Even as Ivo turned, his young face set, she couldn’t make herself move. Finally, when Ivo was close enough to see her, she did move, turned on the toes of her soft leather slippers, and raced away. The toes of the slippers were long and pointed, the latest fashion from Queen Eleanor’s court, and they weren’t meant for running. Philippa tripped twice before she reached the seclusion of her chamber. She slid the bolt across the thick oak door and leaned against it, breathing harshly.

It wasn’t just that they didn’t want her. Nor was it that they simply wanted her away from them and from Beauchamp. They wanted to punish her. They wanted to give her to that profane old man, de Bridgport. Why? There was no answer that came to mind. She could, she supposed, simply go ask her father why he and her mother were doing this. She could ask him how she had offended them so much that they wanted to repulse her and chastise her.

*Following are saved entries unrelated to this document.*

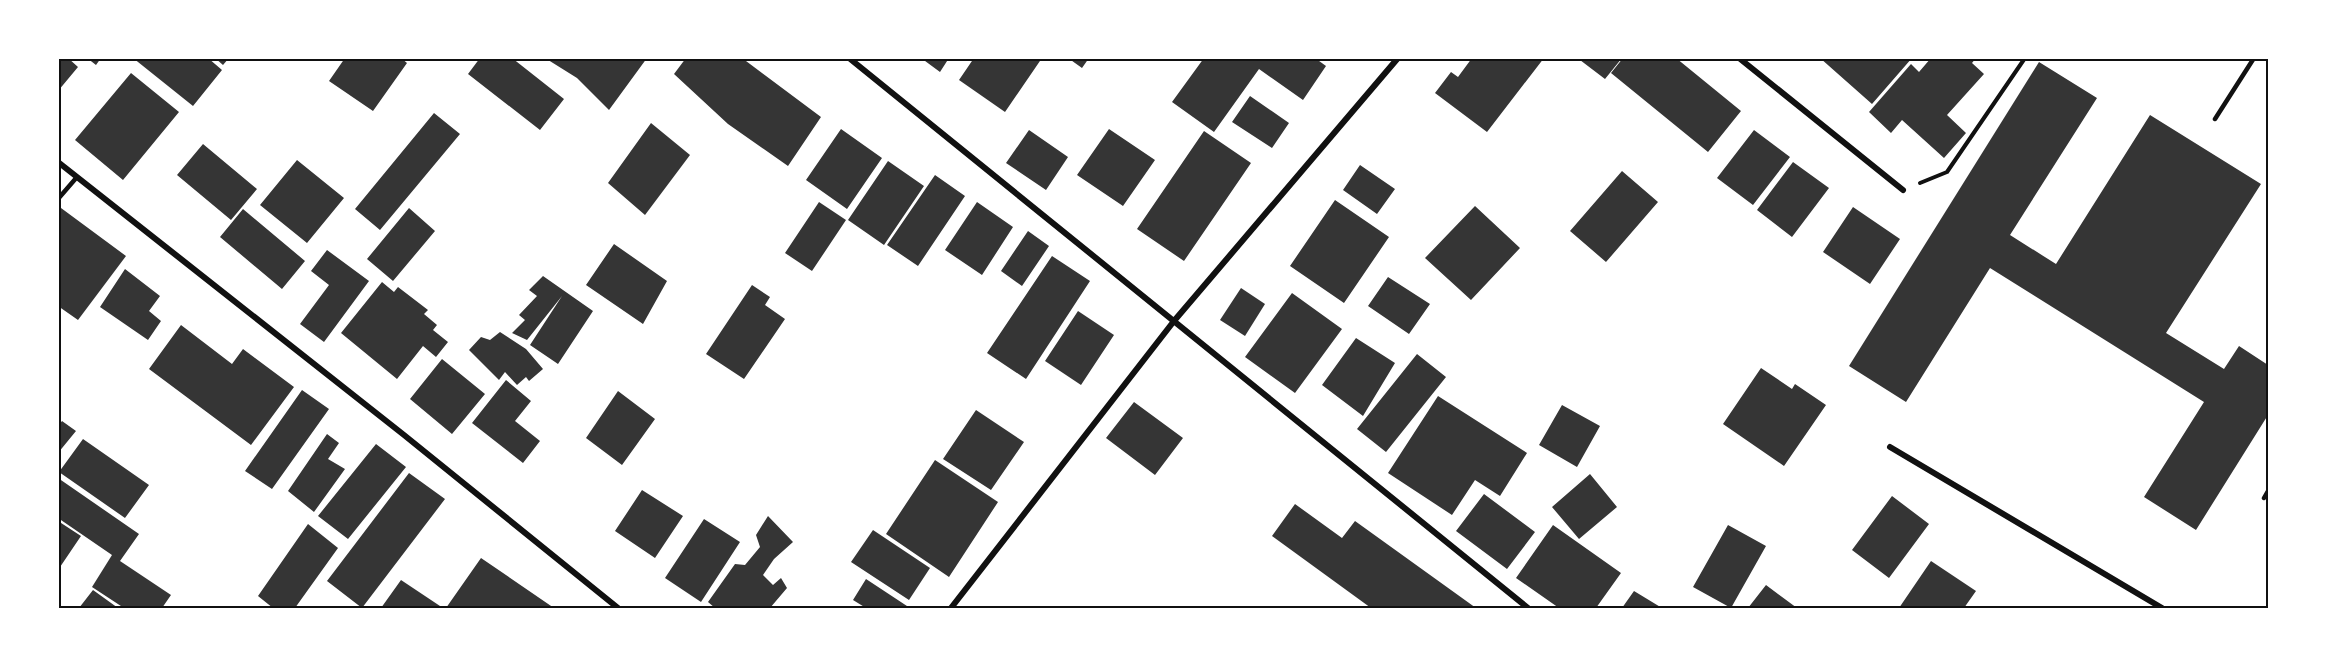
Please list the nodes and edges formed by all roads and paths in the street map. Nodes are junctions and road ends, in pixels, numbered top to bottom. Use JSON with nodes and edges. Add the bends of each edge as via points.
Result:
{"nodes":[{"id":1,"x":849,"y":58,"type":"edge"},
{"id":2,"x":1398,"y":58,"type":"edge"},
{"id":3,"x":1739,"y":58,"type":"edge"},
{"id":4,"x":2025,"y":58,"type":"edge"},
{"id":5,"x":2254,"y":58,"type":"edge"},
{"id":6,"x":2215,"y":119,"type":"dead end"},
{"id":7,"x":58,"y":162,"type":"edge"},
{"id":8,"x":77,"y":177,"type":"junction"},
{"id":9,"x":1903,"y":190,"type":"joint"},
{"id":10,"x":58,"y":199,"type":"edge"},
{"id":11,"x":1174,"y":321,"type":"junction"},
{"id":12,"x":1890,"y":447,"type":"dead end"},
{"id":13,"x":2268,"y":491,"type":"edge"},
{"id":14,"x":2264,"y":498,"type":"dead end"},
{"id":15,"x":618,"y":609,"type":"edge"},
{"id":16,"x":951,"y":609,"type":"edge"},
{"id":17,"x":1528,"y":609,"type":"edge"},
{"id":18,"x":2162,"y":609,"type":"edge"}],
"edges":[{"from":1,"to":11,"type":"street"},
{"from":2,"to":11,"type":"street"},
{"from":3,"to":9,"type":"street"},
{"from":4,"to":9,"type":"path","via":[[1947,172]]},
{"from":5,"to":6,"type":"lane"},
{"from":7,"to":8,"type":"street"},
{"from":8,"to":10,"type":"lane"},
{"from":8,"to":15,"type":"street"},
{"from":11,"to":16,"type":"street"},
{"from":11,"to":17,"type":"street"},
{"from":12,"to":18,"type":"street"},
{"from":13,"to":14,"type":"lane"}]}
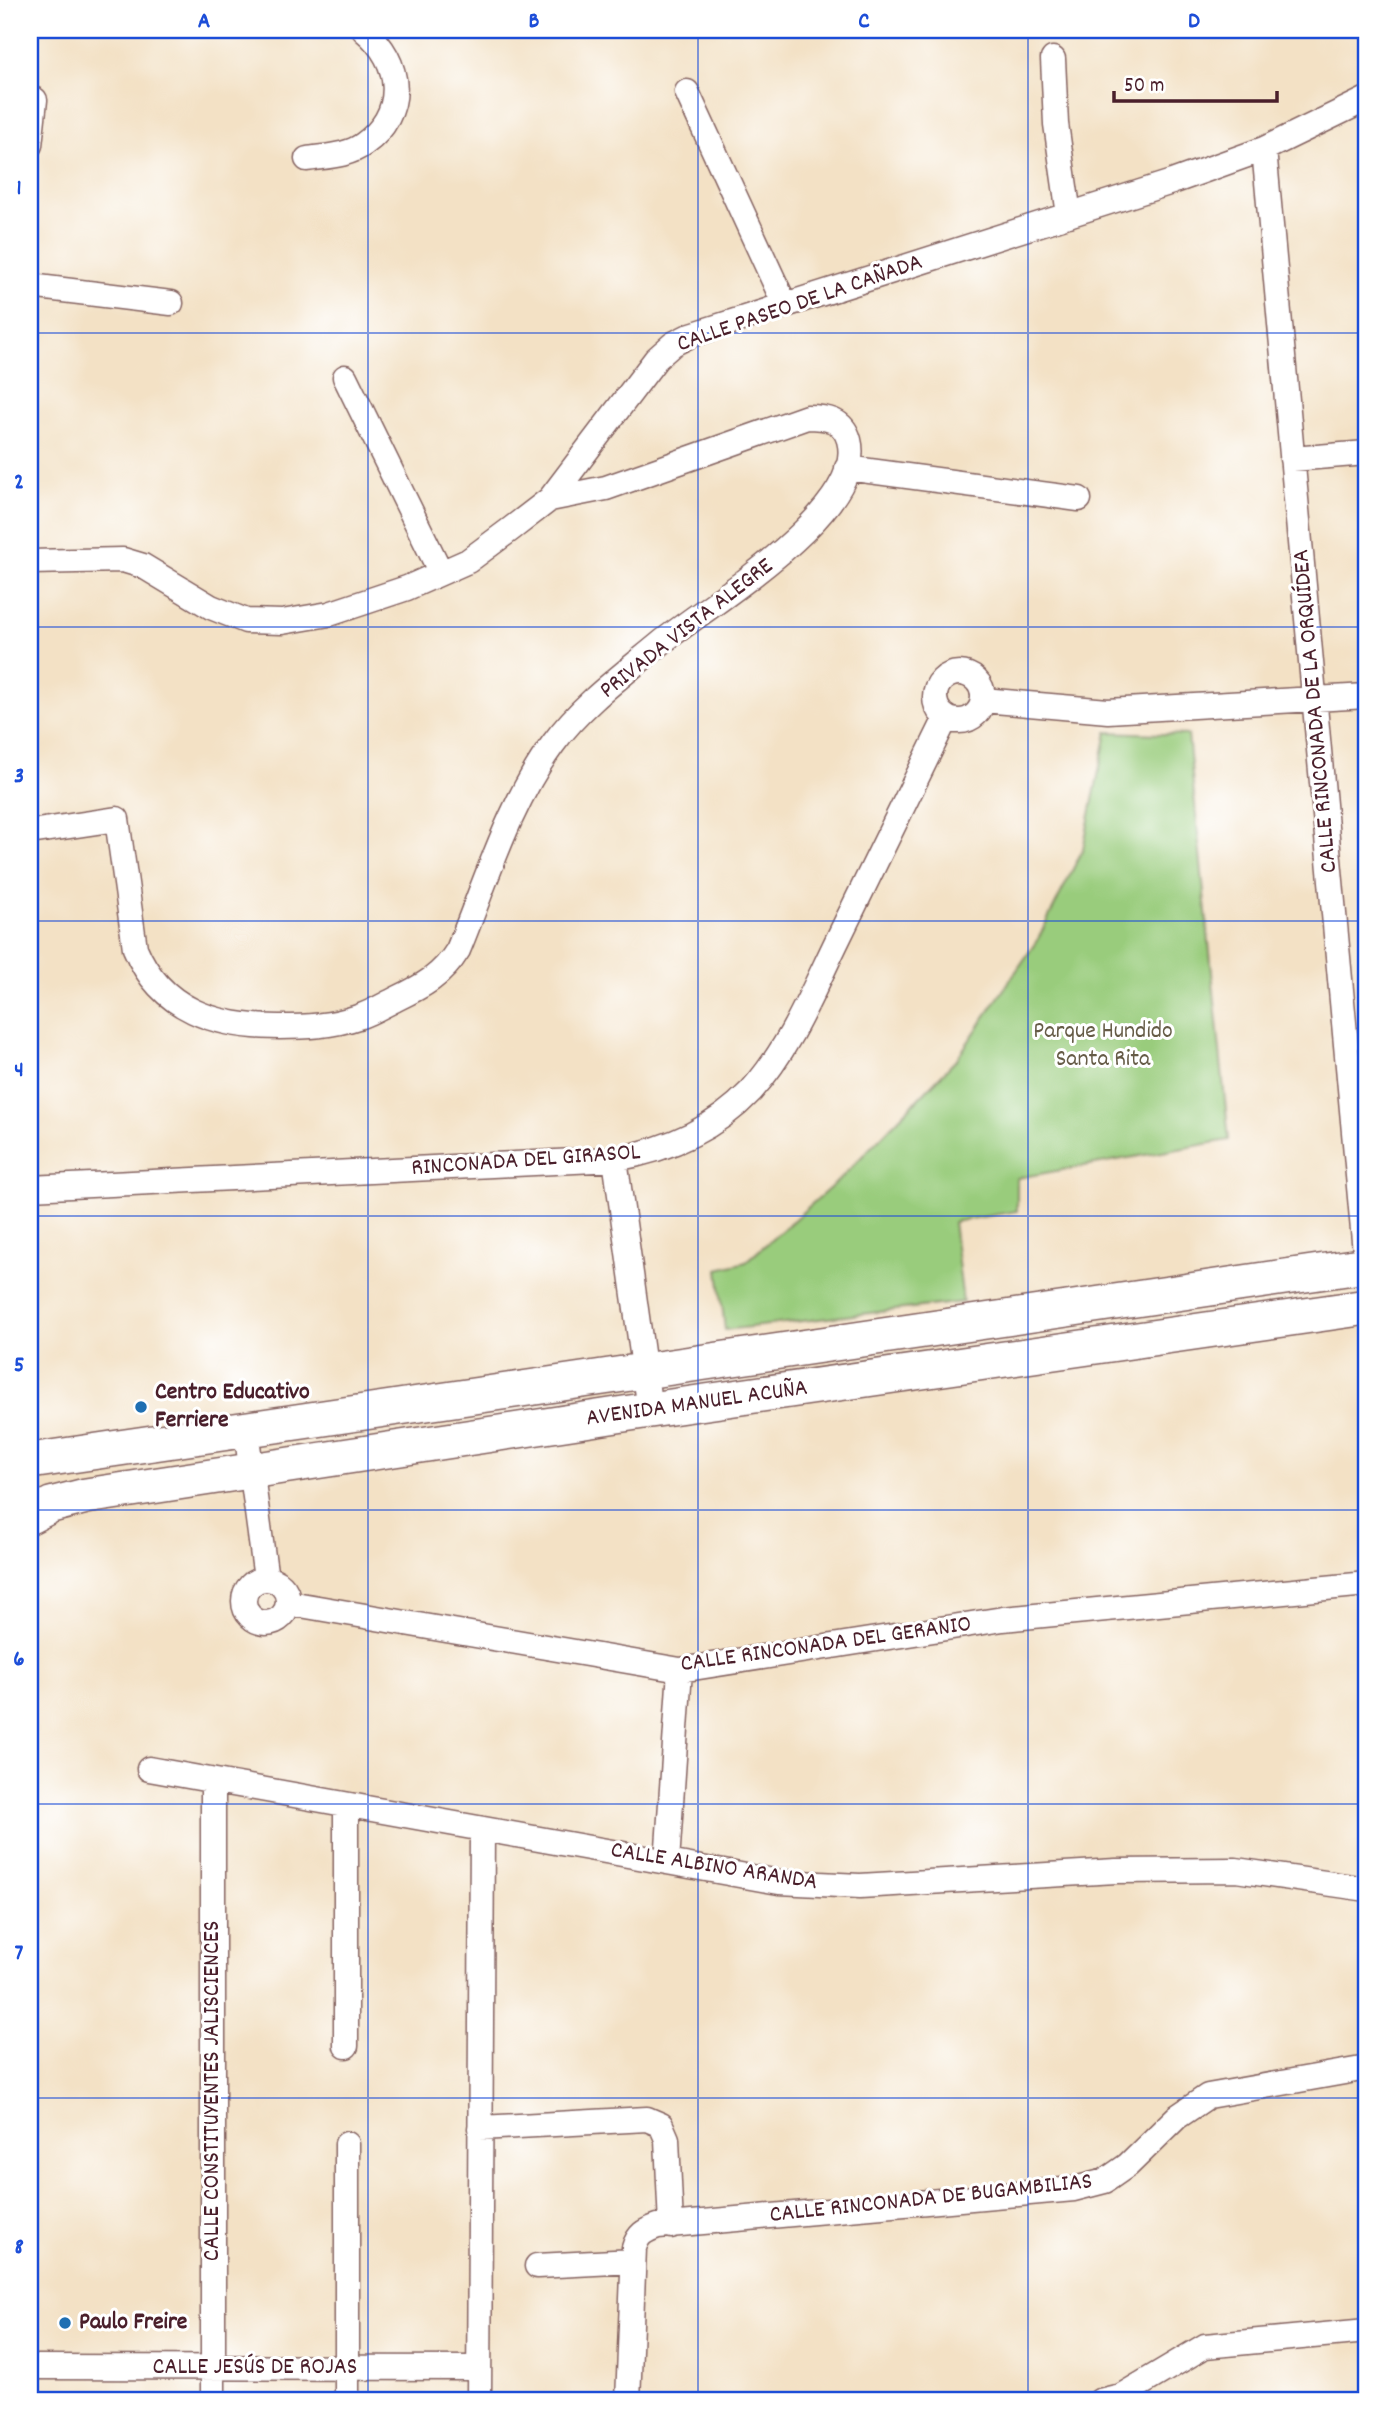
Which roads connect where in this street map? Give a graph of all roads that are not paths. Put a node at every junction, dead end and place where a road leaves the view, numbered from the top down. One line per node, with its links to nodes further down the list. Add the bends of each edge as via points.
1 (364, 30): 8 (street, via 389,62 397,85 392,109 381,129 363,145 340,155)
2 (1053, 60): 9 (street, via 1056,124)
3 (687, 92): 12 (street)
4 (1367, 99): 7 (street, CALLE PASEO DE LA CAÑADA)
5 (35, 100): 6 (street)
6 (30, 145)
7 (1264, 149): 9 (street, CALLE PASEO DE LA CAÑADA); 15 (street, CALLE RINCONADA DE LA ORQUÍDEA)
8 (307, 159)
9 (1069, 215): 12 (street, CALLE PASEO DE LA CAÑADA)
10 (30, 286): 11 (street)
11 (171, 303)
12 (785, 305): 17 (street, CALLE PASEO DE LA CAÑADA, via 673,344 656,359)
13 (345, 377): 20 (street)
14 (1367, 453): 15 (street)
15 (1292, 459): 22 (street, CALLE RINCONADA DE LA ORQUÍDEA)
16 (847, 467): 17 (street, via 850,444 842,426 833,419 807,417 606,488); 18 (street); 25 (street, PRIVADA VISTA ALEGRE, via 815,520 783,554 663,642 554,742 527,784 448,965 432,981 360,1017 314,1027 247,1027 195,1013 166,994 135,948 117,819)
17 (550, 499): 20 (street, CALLE PASEO DE LA CAÑADA, via 468,561)
18 (1079, 499)
19 (30, 562): 20 (street, CALLE PASEO DE LA CAÑADA, via 123,560 143,566 211,607 246,621 282,622 330,614)
20 (441, 573)
21 (1367, 696): 22 (street)
22 (1314, 699): 23 (street, via 1108,710); 28 (street, CALLE RINCONADA DE LA ORQUÍDEA)
23 (983, 700): 24 (street, via 976,714 962,721); 24 (street, via 981,685 970,675 948,676 934,692 936,707)
24 (946, 718): 26 (street, RINCONADA DEL GIRASOL, via 773,1064 713,1124 647,1154)
25 (30, 832)
26 (615, 1159): 27 (street, RINCONADA DEL GIRASOL); 31 (street)
27 (30, 1188)
28 (1367, 1265): 29 (street, CALLE RINCONADA DE LA ORQUÍDEA); 31 (street, AVENIDA MANUEL ACUÑA)
29 (1367, 1274)
30 (1367, 1307): 32 (street, AVENIDA MANUEL ACUÑA)
31 (645, 1373): 32 (street); 33 (street, AVENIDA MANUEL ACUÑA)
32 (650, 1410): 37 (street, AVENIDA MANUEL ACUÑA)
33 (246, 1430): 34 (street, AVENIDA MANUEL ACUÑA); 37 (street)
34 (148, 1442): 35 (street); 36 (street)
35 (30, 1446)
36 (30, 1461)
37 (251, 1471): 38 (street, AVENIDA MANUEL ACUÑA, via 86,1496); 39 (street)
38 (30, 1516)
39 (266, 1579): 41 (street, via 282,1586); 41 (street, via 247,1590 247,1612 265,1623 285,1613)
40 (1367, 1584): 42 (street, CALLE RINCONADA DEL GERANIO, via 1003,1619)
41 (289, 1602): 42 (street, CALLE RINCONADA DEL GERANIO)
42 (680, 1670): 47 (street)
43 (149, 1769): 44 (street, CALLE ALBINO ARANDA)
44 (213, 1780): 45 (street, CALLE ALBINO ARANDA); 58 (street, CALLE CONSTITUYENTES JALISCIENCES)
45 (346, 1805): 46 (street, CALLE ALBINO ARANDA); 49 (street)
46 (482, 1829): 47 (street, CALLE ALBINO ARANDA); 51 (street)
47 (667, 1862): 48 (street, CALLE ALBINO ARANDA, via 779,1882 860,1886 1116,1871 1236,1870)
48 (1367, 1889)
49 (346, 2046)
50 (1367, 2067): 53 (street, CALLE RINCONADA DE BUGAMBILIAS, via 1208,2096 1177,2117 1105,2181 1074,2189)
51 (480, 2128): 53 (street, via 646,2119 661,2124 667,2139); 60 (street)
52 (347, 2144): 59 (street)
53 (671, 2226): 54 (street, CALLE RINCONADA DE BUGAMBILIAS, via 645,2230 637,2237)
54 (633, 2261): 55 (street); 64 (street)
55 (537, 2266)
56 (1367, 2331): 65 (street, via 1205,2346 1121,2396)
57 (30, 2367): 58 (street, CALLE JESÚS DE ROJAS)
58 (213, 2368): 59 (street, CALLE JESÚS DE ROJAS); 61 (street, CALLE CONSTITUYENTES JALISCIENCES)
59 (347, 2368): 60 (street, CALLE JESÚS DE ROJAS); 62 (street)
60 (479, 2368): 63 (street)
61 (213, 2401)
62 (347, 2401)
63 (480, 2401)
64 (628, 2401)
65 (1100, 2401)

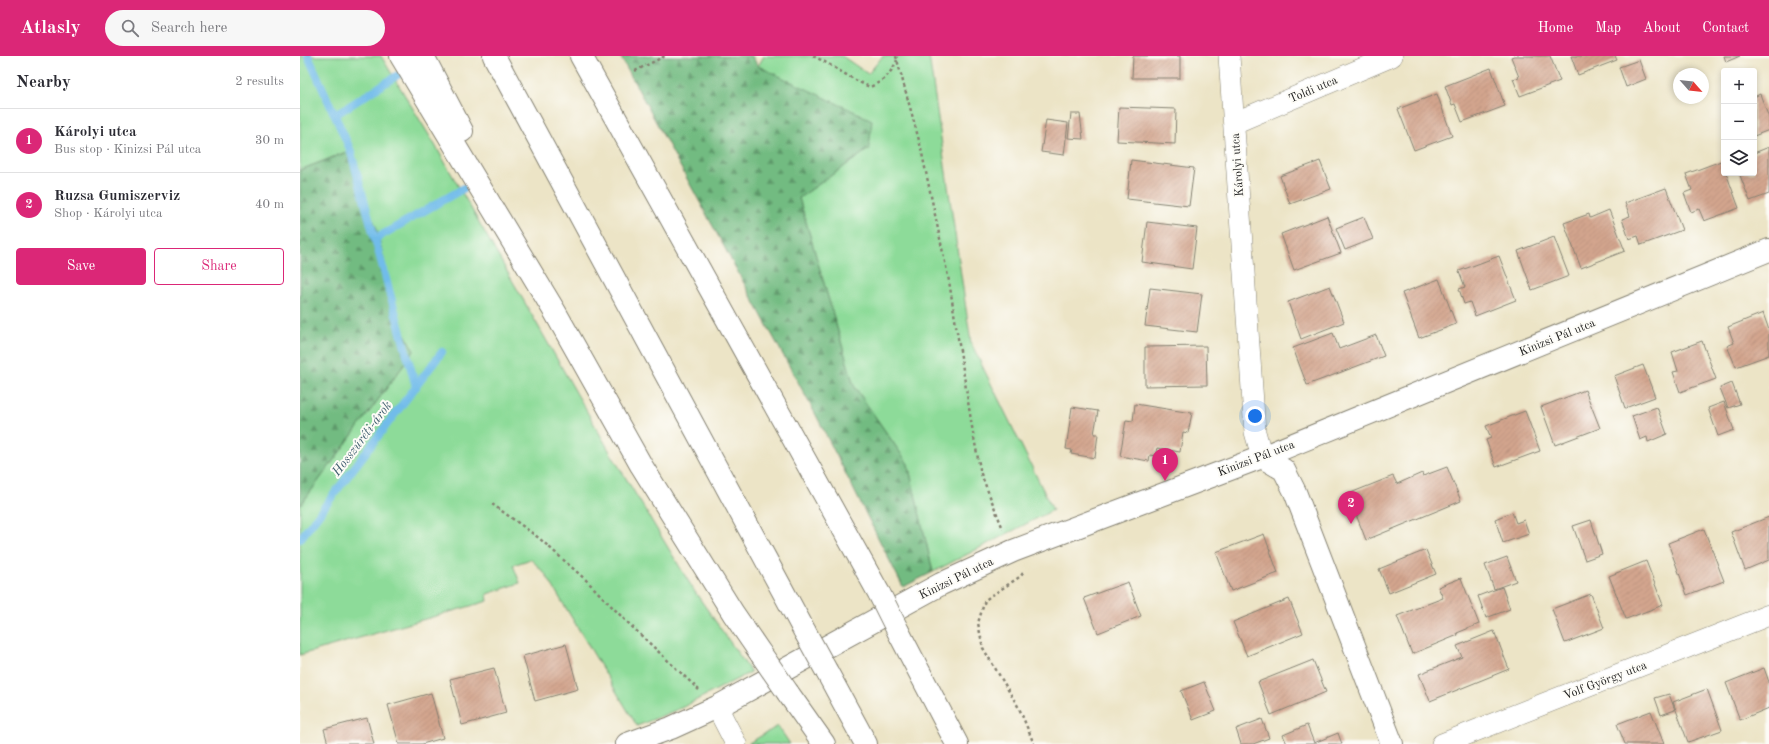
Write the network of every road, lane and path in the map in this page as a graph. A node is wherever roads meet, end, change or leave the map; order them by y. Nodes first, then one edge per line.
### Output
1 (401, 56) edge
2 (423, 56) edge
3 (494, 56) edge
4 (581, 56) edge
5 (665, 56) edge
6 (813, 56) edge
7 (896, 56) edge
8 (1229, 56) edge
9 (1392, 56) edge
10 (897, 60) junction
11 (635, 71) dead end
12 (1234, 123) junction
13 (1769, 250) edge
14 (556, 312) junction
15 (1262, 456) junction
16 (492, 504) dead end
17 (1020, 548) junction
18 (1769, 615) edge
19 (717, 707) junction
20 (627, 744) edge
21 (736, 744) edge
22 (824, 744) edge
23 (866, 744) edge
24 (957, 744) edge
25 (1034, 744) edge
26 (1392, 744) edge
27 (1442, 744) edge

1 - 14 main road
2 - 14 main road
3 - 23 main road, bridge
4 - 24 main road, bridge
5 - 11 path
6 - 10 path
7 - 10 path
8 - 12 street, Károlyi utca
9 - 12 street, Toldi utca
10 - 17 path
12 - 15 street, Károlyi utca
13 - 15 main road, Kinizsi Pál utca
14 - 22 main road, bridge
15 - 17 main road, Kinizsi Pál utca
15 - 26 main road
16 - 19 path
17 - 19 main road, Kinizsi Pál utca
17 - 25 path
18 - 27 street, Volf György utca
19 - 20 main road, Kinizsi Pál utca
19 - 21 street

Philippa looked out the narrow window onto the inner ward of Beauchamp Castle. Comforting smells drifted upward with the stiff eastern breeze, smells of dogs and cattle and pigs and the lathered horses of Lord Henry’s men-at-arms. The jakes were set in the outer wall in the western side of the castle, and the wind, fortunately, wafted away the smell of human excrement today.

This was her home; she’d never questioned that she belonged; such thoughts would never have occurred to her. She knew that Lady Maude cared not for her, not as she cared for Bernice, but Philippa had ignored the hurt she’d felt as a child, coming not to care over the years, and she’d tried instead to win her father, to make him proud of her, to make him love her. But now even her father had sided with Lady Maude. She was to be exiled to William de Bridgport’s keep and company and bed. She felt a moment of deep resentment toward her sister. Bernice, who’d been the only one to garner the stingy affections Lady Maud had doled out as if a hug or a kiss were something to be hoarded.

Was it because Philippa was taller than her father, a veritable tower of a girl who had not the soft sweet look of Bernice? Lady Maude had told Ivo that she was called the Giant. Philippa hadn’t known; she’d never heard that, even from Bernice in moments of anger.

Was it because she’d been born a girl and not a boy?